Les sénateurs ont adopté la proposition de loi concernant les Pôles anti-corruption, hier. Ils y ont, néanmoins, apporté quelques modifications.
Adjugé. Après trois reports, les sénateurs ont procédé au vote de la proposition de loi modifiant la loi relative aux Pôles anti-corruption (PAC), hier. À l’unanimité, ils ont adopté avec des amendements le texte initié par le député Keron Idealson, élu à Ampanihy.
Le scénario au Sénat a quelque peu intrigué. La proposition de loi de l’élu d’Ampanihy n’a pas été retouchée durant les travaux de commission. Le président de la commission juridique du Sénat a même souligné à l’entame des débats que le texte présenté en séance plénière a été maintenu en l’état. Les amendements apportés à la loi Idealson ont, toutefois, été ajoutés durant la séance plénière.
Il a donc fallu valider le texte article par article. À chaque fois, Herilaza Imbiky, a lu les amendements apportés par la Chambre haute. Le député Idealson qui a pris part aux débats par visioconférence n’a fait aucune objection à ces modifications. Un des amendements semble, pourtant, aller à l’encontre de ce qu’il propose. Le texte initié par le député d’Ampanihy veut « exclure les infractions économiques et financières de la compétence des PAC quelle que soit leur gravité ou leur complexité ».
L’amendement apporté par les sénateurs, dispose que les infractions économiques et financières « connexes », aux faits de corruption et assimilées ainsi que le blanchiment de capitaux et financement du terrorisme, sont de la compétence des PAC. Durant un échange en aparté avec des sénateurs, l’un d’eux a parlé de « simples », infractions économiques et financières qui relèvent des juridictions de droit commun.
Ménager les sensibilités
Seulement, l’amendement apporté par la Chambre haute ne précise pas quels sont les délits financiers qui relèvent de la compétence des PAC et quels sont ceux qui seront pris en main par les juridictions de droit commun. Dans la liste des retouches qu’ils ont faites dans la proposition de loi du député Idealson, les sénateurs ont juste inscrit qu’en cas de conflit de compétence, il reviendra à la Cour suprême de trancher quelle est la juridiction compétente.
Les acteurs du Système anti-corruption (SAC) ont, pourtant, toujours martelé que « les infractions économiques sont les éléments matériels qui couvent les faits de corruption. Si on dissocie ces deux volets du délit, il serait quasiment impossible de poursuivre les actes de corruption, sauf cas de flagrant délit, surtout pour les grandes corruptions ».

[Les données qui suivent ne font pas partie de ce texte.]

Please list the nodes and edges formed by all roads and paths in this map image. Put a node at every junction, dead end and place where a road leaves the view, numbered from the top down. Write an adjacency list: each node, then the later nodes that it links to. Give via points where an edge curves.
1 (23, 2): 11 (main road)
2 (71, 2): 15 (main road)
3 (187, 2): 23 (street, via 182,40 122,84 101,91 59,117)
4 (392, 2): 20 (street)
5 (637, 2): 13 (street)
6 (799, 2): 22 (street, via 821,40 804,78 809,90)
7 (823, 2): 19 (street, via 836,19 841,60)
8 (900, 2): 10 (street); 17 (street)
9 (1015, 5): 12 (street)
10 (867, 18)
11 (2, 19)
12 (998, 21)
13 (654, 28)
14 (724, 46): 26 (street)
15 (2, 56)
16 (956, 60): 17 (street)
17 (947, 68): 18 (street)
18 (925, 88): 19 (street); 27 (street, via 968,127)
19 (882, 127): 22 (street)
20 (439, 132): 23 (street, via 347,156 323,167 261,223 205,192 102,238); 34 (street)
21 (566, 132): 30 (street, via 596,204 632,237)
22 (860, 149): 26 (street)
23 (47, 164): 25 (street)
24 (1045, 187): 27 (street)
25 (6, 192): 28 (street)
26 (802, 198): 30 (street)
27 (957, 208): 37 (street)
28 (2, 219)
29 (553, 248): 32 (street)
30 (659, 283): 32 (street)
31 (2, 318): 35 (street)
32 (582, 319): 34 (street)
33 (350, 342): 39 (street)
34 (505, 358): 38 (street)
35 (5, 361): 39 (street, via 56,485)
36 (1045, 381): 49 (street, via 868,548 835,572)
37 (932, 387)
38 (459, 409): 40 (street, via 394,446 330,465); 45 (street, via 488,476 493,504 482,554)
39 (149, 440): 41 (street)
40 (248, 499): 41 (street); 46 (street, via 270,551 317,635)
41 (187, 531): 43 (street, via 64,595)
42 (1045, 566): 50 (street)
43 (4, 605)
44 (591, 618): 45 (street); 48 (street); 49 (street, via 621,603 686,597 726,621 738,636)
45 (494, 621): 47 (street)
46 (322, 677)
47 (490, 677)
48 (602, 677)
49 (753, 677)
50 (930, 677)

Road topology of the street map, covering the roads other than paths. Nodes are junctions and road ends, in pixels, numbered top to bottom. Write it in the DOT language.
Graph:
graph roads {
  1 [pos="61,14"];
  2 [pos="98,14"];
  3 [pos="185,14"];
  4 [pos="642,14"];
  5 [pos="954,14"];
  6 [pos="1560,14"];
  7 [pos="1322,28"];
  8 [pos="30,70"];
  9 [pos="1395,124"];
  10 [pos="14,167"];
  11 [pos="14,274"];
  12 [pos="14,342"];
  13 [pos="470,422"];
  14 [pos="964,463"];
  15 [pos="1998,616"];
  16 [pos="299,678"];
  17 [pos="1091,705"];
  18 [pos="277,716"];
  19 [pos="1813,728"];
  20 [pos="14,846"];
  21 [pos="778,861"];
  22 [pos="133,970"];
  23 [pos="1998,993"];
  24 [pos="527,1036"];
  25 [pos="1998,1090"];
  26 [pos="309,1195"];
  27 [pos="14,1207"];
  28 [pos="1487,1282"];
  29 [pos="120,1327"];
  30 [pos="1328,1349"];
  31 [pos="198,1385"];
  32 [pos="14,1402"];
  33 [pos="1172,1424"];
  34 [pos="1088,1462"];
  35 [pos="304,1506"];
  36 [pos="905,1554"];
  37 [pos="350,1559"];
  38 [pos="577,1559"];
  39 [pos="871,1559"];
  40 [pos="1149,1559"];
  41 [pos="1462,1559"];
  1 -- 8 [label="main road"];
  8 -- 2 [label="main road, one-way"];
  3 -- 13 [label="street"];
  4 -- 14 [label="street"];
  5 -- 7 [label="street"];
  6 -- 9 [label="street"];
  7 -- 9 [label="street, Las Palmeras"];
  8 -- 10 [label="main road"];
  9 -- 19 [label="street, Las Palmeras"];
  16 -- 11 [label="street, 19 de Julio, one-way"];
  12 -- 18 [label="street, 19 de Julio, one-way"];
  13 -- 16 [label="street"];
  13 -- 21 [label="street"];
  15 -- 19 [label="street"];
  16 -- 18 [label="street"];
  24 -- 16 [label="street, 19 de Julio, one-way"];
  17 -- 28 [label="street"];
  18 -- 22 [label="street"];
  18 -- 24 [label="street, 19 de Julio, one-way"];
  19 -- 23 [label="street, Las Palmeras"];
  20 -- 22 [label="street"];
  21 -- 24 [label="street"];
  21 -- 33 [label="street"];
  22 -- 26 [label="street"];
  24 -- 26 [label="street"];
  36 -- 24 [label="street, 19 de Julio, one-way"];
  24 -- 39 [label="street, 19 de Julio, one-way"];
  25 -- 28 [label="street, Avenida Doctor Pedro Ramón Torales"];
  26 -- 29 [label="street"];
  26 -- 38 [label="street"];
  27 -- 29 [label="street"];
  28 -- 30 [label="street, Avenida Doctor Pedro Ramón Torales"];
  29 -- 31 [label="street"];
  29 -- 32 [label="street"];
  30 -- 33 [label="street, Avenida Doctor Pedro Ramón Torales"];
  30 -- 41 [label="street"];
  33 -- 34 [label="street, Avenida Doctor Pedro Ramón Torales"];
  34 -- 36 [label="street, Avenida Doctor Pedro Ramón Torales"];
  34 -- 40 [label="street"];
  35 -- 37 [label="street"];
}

La version de la proposition de loi sur les PAC adoptée par l’institution d’Anosy, hier, maintient, par ailleurs, « la confiscation avant condamnation », des biens mal acquis. La version soutenue par l’élu d’Ampanihy supprimer ce principe. L’amendement porté par les sénateurs atténue juste les intentions du député Idealson, mais limite toujours la marge de manœuvre des PAC sur ce sujet.
L’argument mis en avant pour maintenir la confiscation avant-condamnation est l’harmonisation avec l’ordonnance relative au recouvrement des avoirs illicites, mise en vigueur en 2019, notamment. Ce texte défini les avoirs illicites comme étant « les biens et avantages patrimoniaux de toute nature tirés des détournements de biens et de deniers publics, d’infractions de corruption, de blanchiment de capitaux et/ou de financement du terrorisme ».
Une harmonisation avec l’article 59 de la loi sur la lutte contre le blanchiment de capitaux et le financement du terrorisme. À s’en tenir aux explications d’hier, la confiscation avant-jugement ne s’appliquera donc plus, entre autres, « qu’aux auteurs des faits ayant généré les produits illicites qui ne peuvent pas être poursuis soit parce qu’ils sont inconnus, soit parce que l’auteur est décédé ». La réduction du mandat des membres du PAC à trois ans, renouvelable une fois, du reste, maintenue en l’état.
La Chambre haute défend que les amendements qu’elle a apportés, hier, font que la proposition de loi du député Idealson soit en conformité avec les engagements de l’État vis-à-vis des instances et de ses partenaires internationaux. En marge d’un événement à Ankorondrano, hier, Sahondra Rabenarivo, présidente du Conseil supérieur de l’intégrité (CSI), a exprimé le souhait que le texte adopté par le Sénat « réponde aux aspirations de tous ».
Les sénateurs, de prime abord, ont essayé de ménager toutes les sensibilités et intérêts. Une des clauses de l’accord avec le Fonds monétaire internationale (FMI), sur la Facilité élargie de crédit (FEC), souligne que l’État s’engage à ne pas remettre en cause « la compétence et le mandat », des PAC. La Chambre haute a tranché sur sa version de la proposition de loi. Le texte sera à nouveau pris en main par l’Assemblée nationale pour une nouvelle lecture.